The best… and the rest
Sunday 19th February
Being AP, 10pm, BBC Two: Marvellous feature-length film following the unparalleled Tony McCoy in 2014 as he pursues his 20th consecutive Champion Jockey crown. A study in single-minded passion, this is not just for racing fans.
Monday 20th February
Match of the Day Live: The FA Cup, 7:30pm, BBC One: Non-league Sutton United, who have already knocked out two high-flying Championship teams, play 12-time FA Cup winners Arsenal at the tiny Borough Sports Ground.
The Trouble with Dad, 10pm, Channel 4: Wry and hugely enjoyable film by comedian Jon Richardson, in which he confronts his neuroses about death, and looks at which ones really are worth worrying about.
Tuesday 21st February
UK’s Best Place to Live, 8pm, Channel 4: These programmes seem to come along every couple of months, and always end up naming somewhere different. You’d have to move house six times a year to stay on top of things. Sarah Beeny presents this one.
The Drug Trial: Emergency at the Hospital, 9pm, BBC Two: In March 2006, eight young men gathered together to undergo a trial for an experimental drug, TGN1412. Suffice to say, it didn’t go all that well.
Staying Healthy: A Doctor’s Guide, 10pm, Channel 4: Dr Pixie McKenna looks at what made people ill in 2016, in the hope that this might help us stay well for the year ahead.
Wednesday 22nd February
The Brit Awards 2017, 7:30pm, ITV: Annual pop shindig, almost certainly destined to feature Robbie Williams on our screens. Again.
The Royal House of Windsor 1/6, 9pm, Channel 4: So, apparently the Netflix series The Crown is actually based on a true story, about a little known family called the Windsors. Who knew?
Incredible Medicine: Dr Weston’s Casebook 1/6: Surgeon Gabriel Weston explores the inner workings of the human body.
Thursday 23rd February
Celebrity Sex Pod 1/3, 10pm, Channel 5: Well done, Channel 5. Well done.
Shop Well For Less 1/6, 8pm, BBC One: Change how you shop without changing your lifestyle.
Has Political Correctness Gone Mad, 9pm, Channel 4: Trevor Phillips asks whether liberalism and fear of causing offence are actually stifling legitimate debate in 21st Century Britain.
Friday 24th February
Schofield’s South African Adventure 1/3, 8pm, ITV: Thrilling footage of diving with one of the world’s most dangerous predators.

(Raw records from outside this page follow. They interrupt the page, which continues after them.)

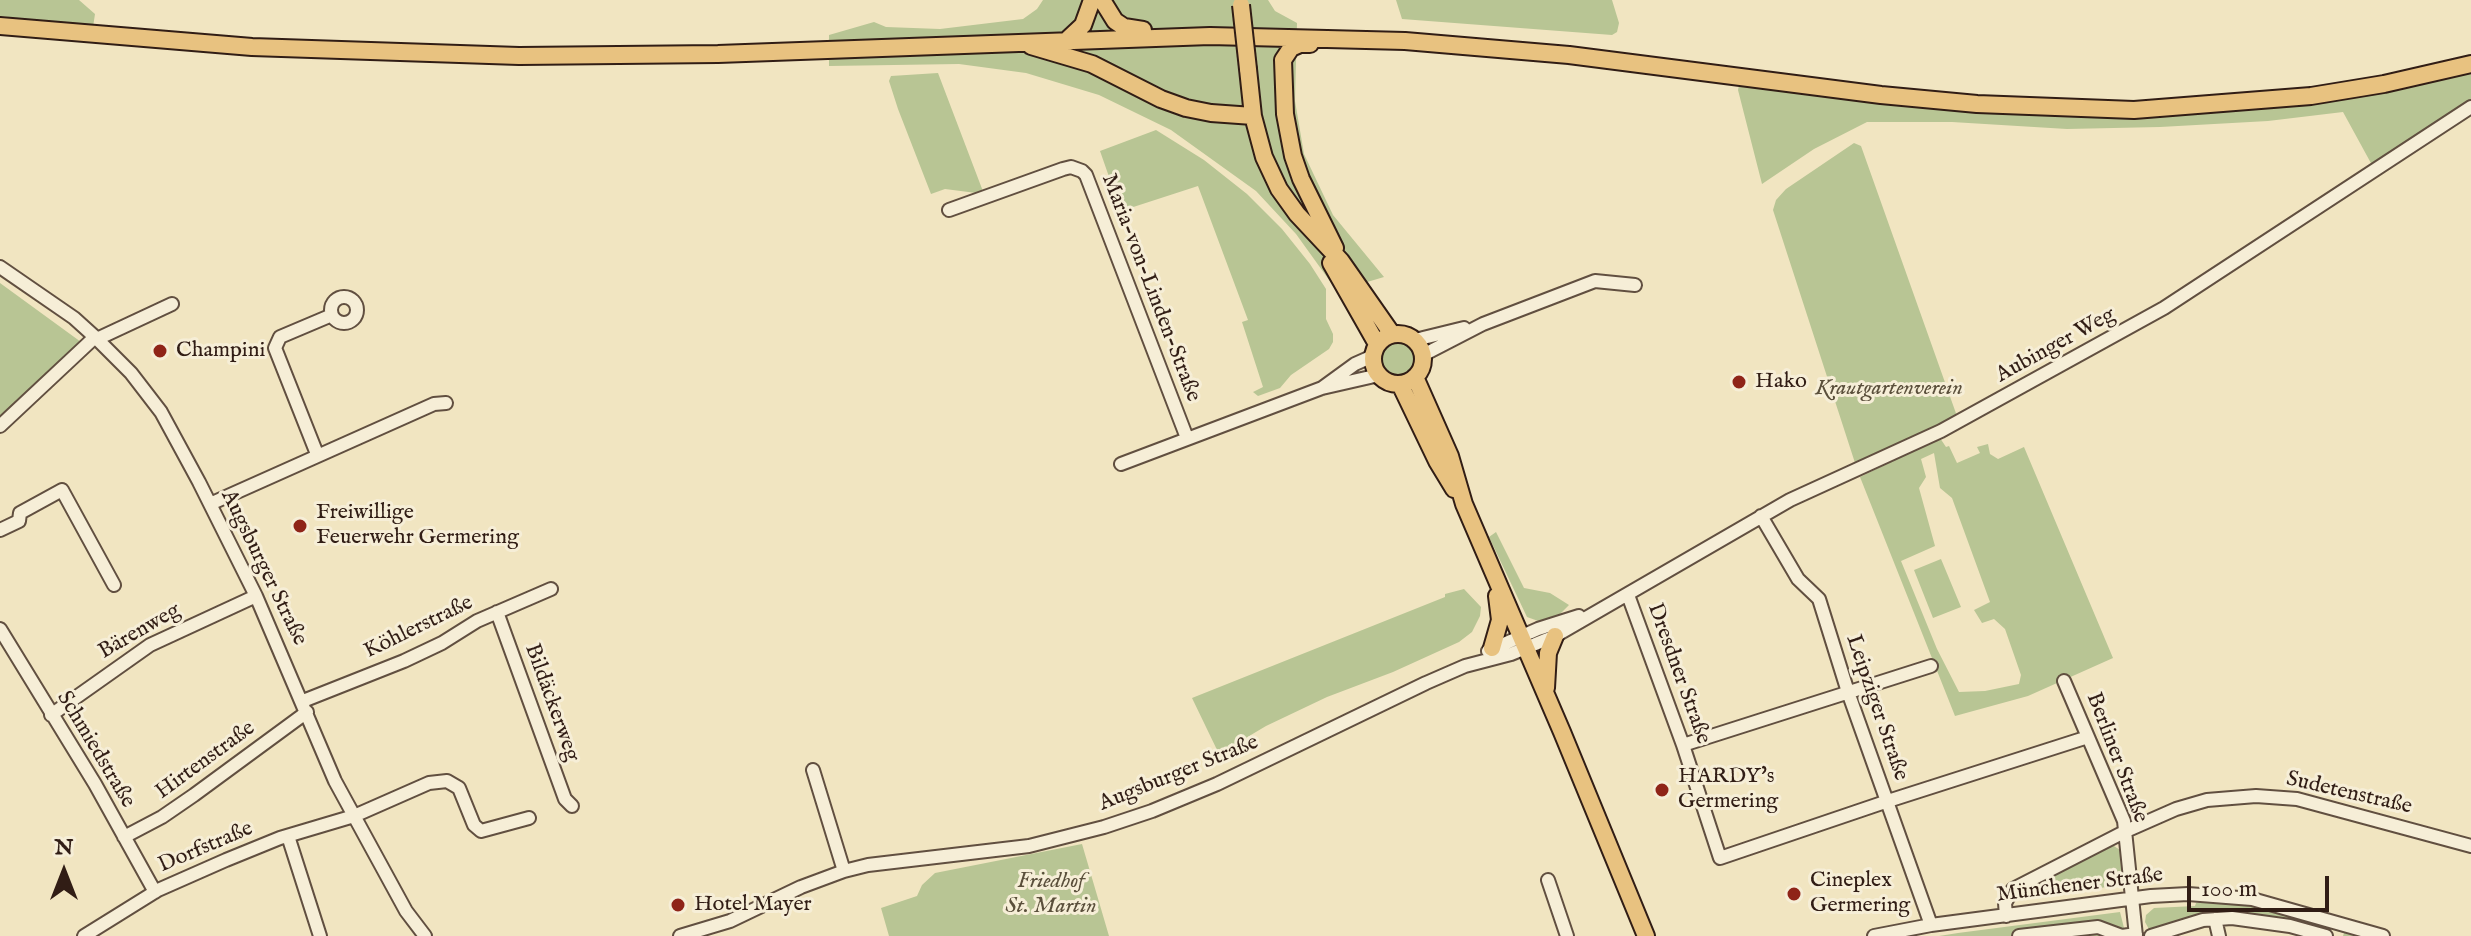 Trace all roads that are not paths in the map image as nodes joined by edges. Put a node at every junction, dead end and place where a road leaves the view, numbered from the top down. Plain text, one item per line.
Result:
1 (1092, 0) edge
2 (1102, 0) edge
3 (1241, 2) edge
4 (0, 26) edge
5 (1150, 37) junction
6 (1324, 38) junction
7 (1068, 39) junction
8 (1014, 42) junction
9 (2471, 64) edge
10 (2471, 107) edge
11 (1253, 116) junction
12 (949, 210) dead end
13 (1317, 237) junction
14 (1341, 261) junction
15 (0, 267) edge
16 (1635, 285) dead end
17 (172, 304) dead end
18 (332, 315) dead end
19 (1392, 334) junction
20 (96, 338) junction
21 (1419, 347) junction
22 (1375, 350) junction
23 (1379, 375) junction
24 (1408, 381) junction
25 (1322, 388) junction
26 (446, 403) dead end
27 (0, 426) edge
28 (1187, 438) junction
29 (317, 454) junction
30 (1121, 464) dead end
31 (210, 504) junction
32 (1761, 516) junction
33 (0, 530) edge
34 (1496, 583) junction
35 (114, 585) dead end
36 (551, 589) dead end
37 (1628, 595) junction
38 (256, 596) junction
39 (1599, 609) junction
40 (497, 612) junction
41 (0, 629) edge
42 (1555, 636) junction
43 (1523, 642) junction
44 (1492, 648) junction
45 (1465, 666) junction
46 (1931, 666) dead end
47 (2064, 681) dead end
48 (1848, 692) junction
49 (1546, 693) junction
50 (305, 707) junction
51 (51, 715) junction
52 (2088, 737) junction
53 (1683, 745) junction
54 (813, 770) dead end
55 (1888, 801) junction
56 (572, 806) dead end
57 (354, 816) junction
58 (529, 818) dead end
59 (2126, 831) junction
60 (288, 836) junction
61 (124, 837) junction
62 (2471, 846) edge
63 (844, 871) junction
64 (1548, 880) dead end
65 (155, 892) junction
66 (2131, 898) junction
67 (2006, 916) junction
68 (2215, 919) junction
69 (1931, 925) junction
70 (421, 935) edge
71 (2136, 935) edge
72 (84, 936) edge
73 (320, 936) edge
74 (680, 936) edge
75 (1567, 936) edge
76 (1646, 936) edge
77 (1874, 936) edge
78 (2019, 936) edge
79 (2151, 936) edge
80 (2219, 936) edge
81 (2326, 936) edge
82 (2383, 936) edge

1 - 7 main road
2 - 5 main road
3 - 11 main road, bridge
4 - 8 main road
5 - 6 main road
5 - 7 main road
6 - 9 main road
6 - 14 main road
7 - 8 main road
8 - 11 main road
10 - 32 street, Aubinger Weg
11 - 13 main road
12 - 28 street, Maria-von-Linden-Straße
13 - 14 main road
13 - 22 main road
14 - 19 main road
15 - 20 street, Augsburger Straße
16 - 21 street
17 - 20 street
18 - 29 street
19 - 21 main road
19 - 22 main road
20 - 27 street
20 - 31 street, Augsburger Straße
21 - 24 main road
22 - 23 main road
22 - 25 street
23 - 24 main road
23 - 25 street
24 - 34 main road
25 - 28 street
26 - 29 street
28 - 30 street
29 - 31 street
31 - 38 street, Augsburger Straße
32 - 37 street, Aubinger Weg
32 - 48 street, Leipziger Straße
33 - 35 street
34 - 43 main road
34 - 44 main road
36 - 40 street, Köhlerstraße
37 - 39 street, Aubinger Weg
37 - 53 street, Dresdner Straße
38 - 50 street, Augsburger Straße
38 - 51 street, Bärenweg
39 - 42 street, Aubinger Weg
39 - 43 street, Aubinger Weg
40 - 50 street, Köhlerstraße
40 - 56 street, Bildäckerweg
41 - 51 street, Schmiedstraße
42 - 43 street, Aubinger Weg
42 - 49 main road
43 - 44 street, Augsburger Straße
43 - 45 street, Augsburger Straße
43 - 49 main road
44 - 45 street, Augsburger Straße
45 - 63 street, Augsburger Straße
46 - 48 street
47 - 52 street, Berliner Straße
48 - 53 street
48 - 55 street, Leipziger Straße
49 - 76 main road
50 - 57 street, Augsburger Straße
50 - 61 street, Hirtenstraße
51 - 61 street, Schmiedstraße
52 - 55 street
52 - 59 street, Berliner Straße
53 - 55 street, Dresdner Straße
54 - 63 street
55 - 69 street, Leipziger Straße
57 - 58 street, Dorfstraße
57 - 60 street, Dorfstraße
57 - 70 street, Augsburger Straße
59 - 62 street, Sudetenstraße
59 - 66 street, Berliner Straße
59 - 67 street, Sudetenstraße
60 - 65 street, Dorfstraße
60 - 73 street
61 - 65 street, Schmiedstraße
63 - 74 street, Augsburger Straße
64 - 75 street
65 - 72 street, Dorfstraße
66 - 67 street, Münchener Straße
66 - 71 street, Berliner Straße
66 - 82 street, Münchener Straße
67 - 69 street, Münchener Straße
68 - 79 street
68 - 80 street
68 - 81 street
69 - 77 street, Münchener Straße
71 - 78 street, Münchener Straße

The Secrets of Your Food 1/3, 9pm, BBC Two: Oh for heaven’s sakes. There are no secrets in any food anywhere anymore. We’ve been told all about them in every other TV programme for the last five years. Enough already.
Gogglebox, 9pm, Channel 4: The award-winning show returns for its ninth series. Watching other people watch telly is way more fun than it sounds.